GPU Club: GPU, FPGA & Cloud
Software for GPUs inc. compiler/directives, maths libs & tools (debuggers and profilers)
10:00 (prompt) -11:30, Tues 25 Sept
Lecture Theatre 1.4, School of Computer Science, Kilburn Building
brief update from ITS about compute/data facilities available to UoM researchers
Christos Delivorias, "Financial Modelling Case Studies on GPU, Cloud & FPGA Implementations"
Case Studies in Acceleration of the Heston Stochastic Volatility Financial Engineering Model:
GPU, Cloud and FPGA Implementations
Here we present a comparative insight of the performances of the Heston stochastic volatility model on different acceleration platforms. The implementation of this model made use of Quasi-random variates, using the NAG library, to reduce the variance, as well as the Quadratic Exponential discretisation scheme.
The main implementation of the model was in MATLAB, which was then ported to the GPUs, and the Techila platforms. The FGPA code was more native to the platform, and was developed in C++/JAVA. The model was tested against an Intel CPU, a Techila grid server hosted on Microsoft’s Azure cloud, a GPU node hosted by Boston Ltd, and an FPGA node hosted by Maxeler Technologies Ltd. Temporal data was collected and compared against the CPU baseline to provide quantified acceleration benefits from all platforms.
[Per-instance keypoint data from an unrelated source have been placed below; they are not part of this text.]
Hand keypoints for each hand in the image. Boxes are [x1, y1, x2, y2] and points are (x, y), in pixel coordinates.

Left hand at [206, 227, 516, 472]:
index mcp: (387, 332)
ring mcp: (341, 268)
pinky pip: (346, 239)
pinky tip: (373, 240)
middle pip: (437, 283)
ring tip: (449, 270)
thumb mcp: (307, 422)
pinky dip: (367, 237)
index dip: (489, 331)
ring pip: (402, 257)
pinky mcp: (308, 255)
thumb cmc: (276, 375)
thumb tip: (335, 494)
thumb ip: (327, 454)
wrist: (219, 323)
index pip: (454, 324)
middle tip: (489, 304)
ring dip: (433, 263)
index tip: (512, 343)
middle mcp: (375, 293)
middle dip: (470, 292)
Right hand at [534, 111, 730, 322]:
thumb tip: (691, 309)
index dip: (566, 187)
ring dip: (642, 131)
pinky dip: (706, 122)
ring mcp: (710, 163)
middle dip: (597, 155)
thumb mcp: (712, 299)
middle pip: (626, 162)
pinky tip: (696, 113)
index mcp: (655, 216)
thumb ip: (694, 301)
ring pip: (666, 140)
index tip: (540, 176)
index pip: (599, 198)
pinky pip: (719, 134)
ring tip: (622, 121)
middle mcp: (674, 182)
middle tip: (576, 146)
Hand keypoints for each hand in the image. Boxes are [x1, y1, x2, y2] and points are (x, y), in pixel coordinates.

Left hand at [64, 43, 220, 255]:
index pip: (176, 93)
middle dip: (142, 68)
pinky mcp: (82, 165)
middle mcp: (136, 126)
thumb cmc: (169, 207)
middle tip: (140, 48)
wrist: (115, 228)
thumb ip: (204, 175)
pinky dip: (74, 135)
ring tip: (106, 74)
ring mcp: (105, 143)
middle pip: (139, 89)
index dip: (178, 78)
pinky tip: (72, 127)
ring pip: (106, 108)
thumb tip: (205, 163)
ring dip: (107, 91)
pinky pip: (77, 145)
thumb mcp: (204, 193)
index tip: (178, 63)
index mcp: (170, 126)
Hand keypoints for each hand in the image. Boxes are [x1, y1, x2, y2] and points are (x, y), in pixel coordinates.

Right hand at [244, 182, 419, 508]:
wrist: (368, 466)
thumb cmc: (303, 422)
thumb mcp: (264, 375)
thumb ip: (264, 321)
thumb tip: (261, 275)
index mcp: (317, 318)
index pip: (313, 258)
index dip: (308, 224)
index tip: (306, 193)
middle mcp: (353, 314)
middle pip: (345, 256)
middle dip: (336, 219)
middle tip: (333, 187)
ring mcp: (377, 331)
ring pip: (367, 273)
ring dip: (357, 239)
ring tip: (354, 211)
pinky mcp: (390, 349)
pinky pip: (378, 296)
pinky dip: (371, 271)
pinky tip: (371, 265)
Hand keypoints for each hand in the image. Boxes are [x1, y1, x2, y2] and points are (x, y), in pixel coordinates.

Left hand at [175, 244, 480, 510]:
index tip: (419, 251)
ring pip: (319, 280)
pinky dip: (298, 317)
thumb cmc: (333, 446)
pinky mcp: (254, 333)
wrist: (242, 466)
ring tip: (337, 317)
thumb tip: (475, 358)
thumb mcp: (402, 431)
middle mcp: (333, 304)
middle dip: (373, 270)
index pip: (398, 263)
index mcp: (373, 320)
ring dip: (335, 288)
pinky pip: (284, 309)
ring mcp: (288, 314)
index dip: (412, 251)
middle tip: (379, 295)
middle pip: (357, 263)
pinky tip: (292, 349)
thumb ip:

It was clearly highlighted during this project, that the closer to the machine level the better the acceleration achieved. And in the case of the FPGAs and GPUs, the more all the pipes/cores are utilised the better the performance. The best results were performed on the FPGAs with the Maxeler DataFlow platform. While the GPU code was ported using the Parallel Computing Toolbox in Matlab.
The handicap with the specialised development approach though is the high friction and niche specialisation in the implementation of such code. Time and monetary constraints need also be taken into account when making a final assessment.
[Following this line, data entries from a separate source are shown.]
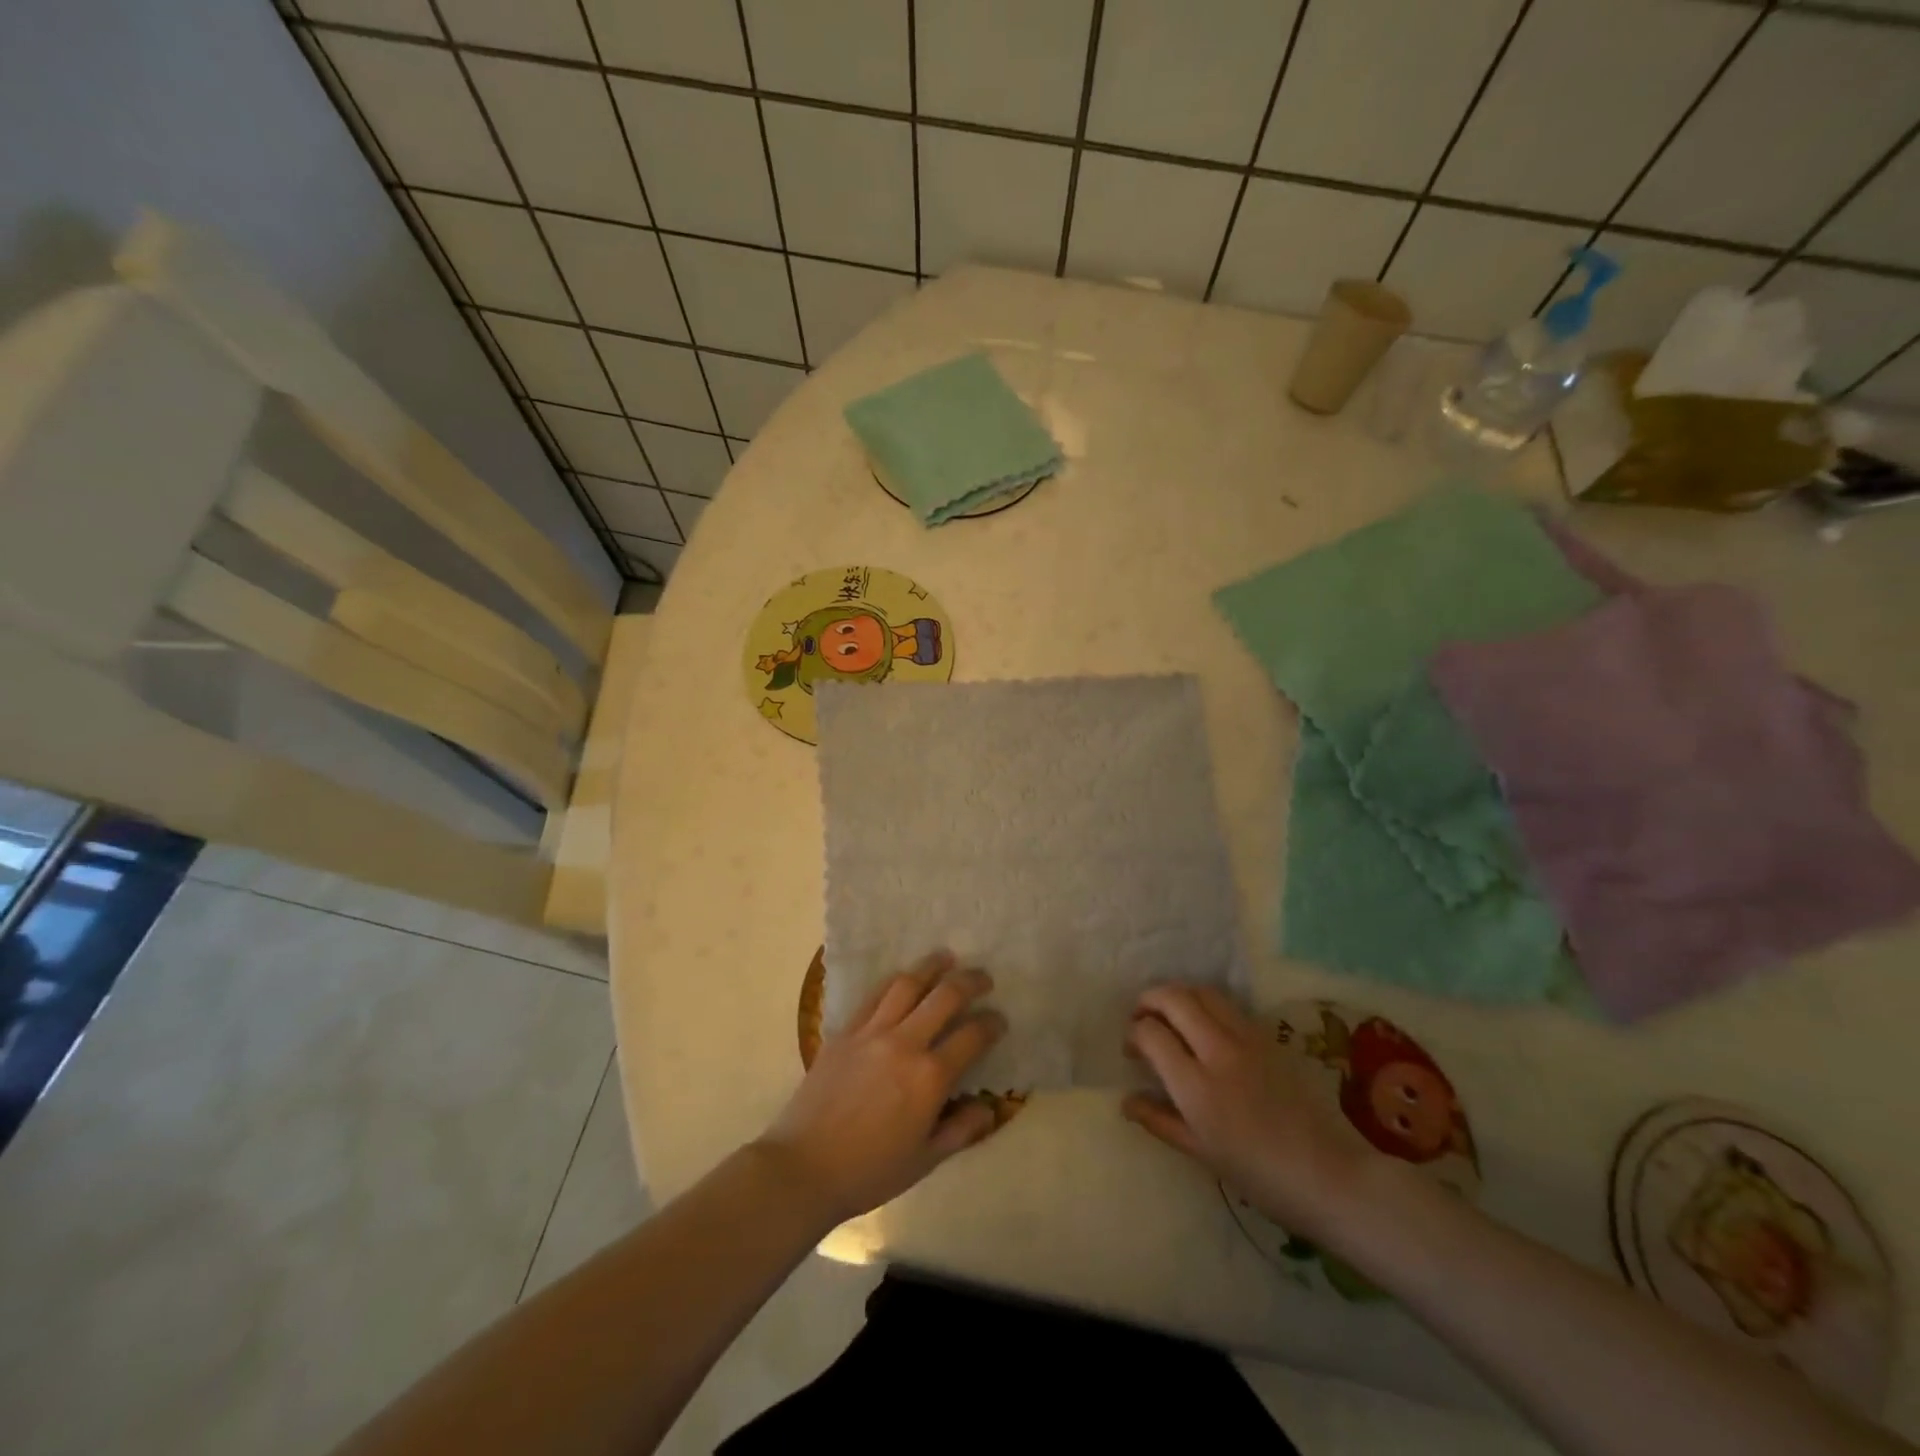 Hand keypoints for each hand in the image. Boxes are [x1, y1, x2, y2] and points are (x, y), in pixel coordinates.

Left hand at [758, 950, 1005, 1224]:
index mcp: (930, 1077)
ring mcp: (872, 1032)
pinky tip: (903, 979)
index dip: (992, 1024)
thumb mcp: (925, 1160)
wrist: (804, 1168)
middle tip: (983, 978)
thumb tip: (989, 1108)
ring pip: (907, 984)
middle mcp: (905, 1043)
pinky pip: (874, 995)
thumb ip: (961, 1130)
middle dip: (970, 981)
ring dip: (931, 967)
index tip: (999, 1020)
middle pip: (944, 996)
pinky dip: (894, 981)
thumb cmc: (869, 1171)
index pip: (972, 1036)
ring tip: (946, 958)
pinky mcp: (845, 1030)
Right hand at [1123, 985, 1380, 1241]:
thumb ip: (1159, 1120)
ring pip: (1203, 992)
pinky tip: (1205, 1026)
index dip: (1134, 1034)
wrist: (1330, 1175)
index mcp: (1196, 1086)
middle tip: (1141, 1017)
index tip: (1132, 1049)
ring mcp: (1247, 1039)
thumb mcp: (1201, 1153)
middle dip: (1149, 999)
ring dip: (1179, 995)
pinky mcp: (1270, 1037)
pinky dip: (1206, 1004)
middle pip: (1174, 998)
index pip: (1151, 1034)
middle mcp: (1218, 1051)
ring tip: (1171, 1015)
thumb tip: (1126, 1101)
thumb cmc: (1260, 1176)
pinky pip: (1229, 1006)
Time limitations during this project only allowed for the code to be ported to work with GPU instead of a native code approach. This presented the scenario where a researcher could adapt existing code to parallelisation platforms. Future work will include a CUDA implementation of the model for the GPUs.
Christos is affliated to
Scottish Widows Investment Partnership 60 Morrison Street, Edinburgh
University of Edinburgh, JCM Building, Kings Buildings, Edinburgh
Discussion Points From Meeting
Please read these in combination with the slides
- Christos explained that some timings were made during his MSc (3 months') project so, for example, it may be useful to normalise against a modern CPU and to additionally give information per device and %age peak performance achieved;
- TCO is a key metric for many businesses and researchers, so would be an interesting project to investigate further how to measure this in a sensible, portable manner
Christos gave a demo of using an MS Azure Large Instance - 365 cores were seen to be in use. Total run time (for 10x example size used on CSF & GPU) was 14.7 secs inc overheads to cloud
Running example on CSF NVIDIA card too 8.5 secs of which apparently half is in generating random numbers. This high RNG cost is a known issue for GPUs. NAG will be releasing a RNG for NAG Toolkit for MATLAB (no timescale given). Porting to Techila seemed to be swapping for for cloudfor (and end to cloudend) with a couple of "%cf:" directives controlling number of workers etc.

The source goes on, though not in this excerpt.